── SUPPLIED ENTRIES ──

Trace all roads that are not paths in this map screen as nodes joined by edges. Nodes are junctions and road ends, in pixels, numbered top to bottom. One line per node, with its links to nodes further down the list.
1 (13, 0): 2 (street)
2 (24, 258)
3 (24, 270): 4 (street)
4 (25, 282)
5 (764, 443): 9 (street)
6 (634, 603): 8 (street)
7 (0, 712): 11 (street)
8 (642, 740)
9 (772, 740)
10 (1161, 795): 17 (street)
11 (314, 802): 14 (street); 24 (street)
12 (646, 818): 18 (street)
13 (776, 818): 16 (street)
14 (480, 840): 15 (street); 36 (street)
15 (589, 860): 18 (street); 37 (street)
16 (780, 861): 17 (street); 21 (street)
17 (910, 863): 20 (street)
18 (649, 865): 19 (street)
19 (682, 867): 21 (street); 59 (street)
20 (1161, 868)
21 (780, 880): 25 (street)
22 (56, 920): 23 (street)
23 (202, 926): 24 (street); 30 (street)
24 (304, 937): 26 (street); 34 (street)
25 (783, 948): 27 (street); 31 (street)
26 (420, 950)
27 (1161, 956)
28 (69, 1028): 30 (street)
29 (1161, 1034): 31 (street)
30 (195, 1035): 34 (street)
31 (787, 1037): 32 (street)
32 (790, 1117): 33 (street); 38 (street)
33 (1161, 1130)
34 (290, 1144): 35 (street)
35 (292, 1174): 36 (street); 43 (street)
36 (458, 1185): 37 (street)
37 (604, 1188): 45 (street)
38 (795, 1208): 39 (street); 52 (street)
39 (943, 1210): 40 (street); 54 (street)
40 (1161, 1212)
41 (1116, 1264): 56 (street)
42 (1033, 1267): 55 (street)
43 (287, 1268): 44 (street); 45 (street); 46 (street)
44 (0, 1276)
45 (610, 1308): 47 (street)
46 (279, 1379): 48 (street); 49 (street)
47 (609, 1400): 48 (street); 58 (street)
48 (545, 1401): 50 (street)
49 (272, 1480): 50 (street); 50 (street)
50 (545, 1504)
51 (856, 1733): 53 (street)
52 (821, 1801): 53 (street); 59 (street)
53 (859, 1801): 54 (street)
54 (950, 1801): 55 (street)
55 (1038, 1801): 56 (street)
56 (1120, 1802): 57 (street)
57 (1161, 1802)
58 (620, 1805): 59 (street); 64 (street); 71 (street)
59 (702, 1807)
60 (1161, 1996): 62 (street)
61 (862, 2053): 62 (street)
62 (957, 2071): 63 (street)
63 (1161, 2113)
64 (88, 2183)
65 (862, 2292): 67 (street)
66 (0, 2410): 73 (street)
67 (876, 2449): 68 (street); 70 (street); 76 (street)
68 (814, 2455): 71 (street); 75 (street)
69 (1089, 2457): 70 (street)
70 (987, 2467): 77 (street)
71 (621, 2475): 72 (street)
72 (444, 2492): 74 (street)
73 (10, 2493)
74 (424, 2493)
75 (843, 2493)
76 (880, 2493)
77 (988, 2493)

───

• [PROMPT] Your answer must be every record above, set down exactly as written.

• [SOLUTION]
Trace all roads that are not paths in this map screen as nodes joined by edges. Nodes are junctions and road ends, in pixels, numbered top to bottom. One line per node, with its links to nodes further down the list.
1 (13, 0): 2 (street)
2 (24, 258)
3 (24, 270): 4 (street)
4 (25, 282)
5 (764, 443): 9 (street)
6 (634, 603): 8 (street)
7 (0, 712): 11 (street)
8 (642, 740)
9 (772, 740)
10 (1161, 795): 17 (street)
11 (314, 802): 14 (street); 24 (street)
12 (646, 818): 18 (street)
13 (776, 818): 16 (street)
14 (480, 840): 15 (street); 36 (street)
15 (589, 860): 18 (street); 37 (street)
16 (780, 861): 17 (street); 21 (street)
17 (910, 863): 20 (street)
18 (649, 865): 19 (street)
19 (682, 867): 21 (street); 59 (street)
20 (1161, 868)
21 (780, 880): 25 (street)
22 (56, 920): 23 (street)
23 (202, 926): 24 (street); 30 (street)
24 (304, 937): 26 (street); 34 (street)
25 (783, 948): 27 (street); 31 (street)
26 (420, 950)
27 (1161, 956)
28 (69, 1028): 30 (street)
29 (1161, 1034): 31 (street)
30 (195, 1035): 34 (street)
31 (787, 1037): 32 (street)
32 (790, 1117): 33 (street); 38 (street)
33 (1161, 1130)
34 (290, 1144): 35 (street)
35 (292, 1174): 36 (street); 43 (street)
36 (458, 1185): 37 (street)
37 (604, 1188): 45 (street)
38 (795, 1208): 39 (street); 52 (street)
39 (943, 1210): 40 (street); 54 (street)
40 (1161, 1212)
41 (1116, 1264): 56 (street)
42 (1033, 1267): 55 (street)
43 (287, 1268): 44 (street); 45 (street); 46 (street)
44 (0, 1276)
45 (610, 1308): 47 (street)
46 (279, 1379): 48 (street); 49 (street)
47 (609, 1400): 48 (street); 58 (street)
48 (545, 1401): 50 (street)
49 (272, 1480): 50 (street); 50 (street)
50 (545, 1504)
51 (856, 1733): 53 (street)
52 (821, 1801): 53 (street); 59 (street)
53 (859, 1801): 54 (street)
54 (950, 1801): 55 (street)
55 (1038, 1801): 56 (street)
56 (1120, 1802): 57 (street)
57 (1161, 1802)
58 (620, 1805): 59 (street); 64 (street); 71 (street)
59 (702, 1807)
60 (1161, 1996): 62 (street)
61 (862, 2053): 62 (street)
62 (957, 2071): 63 (street)
63 (1161, 2113)
64 (88, 2183)
65 (862, 2292): 67 (street)
66 (0, 2410): 73 (street)
67 (876, 2449): 68 (street); 70 (street); 76 (street)
68 (814, 2455): 71 (street); 75 (street)
69 (1089, 2457): 70 (street)
70 (987, 2467): 77 (street)
71 (621, 2475): 72 (street)
72 (444, 2492): 74 (street)
73 (10, 2493)
74 (424, 2493)
75 (843, 2493)
76 (880, 2493)
77 (988, 2493)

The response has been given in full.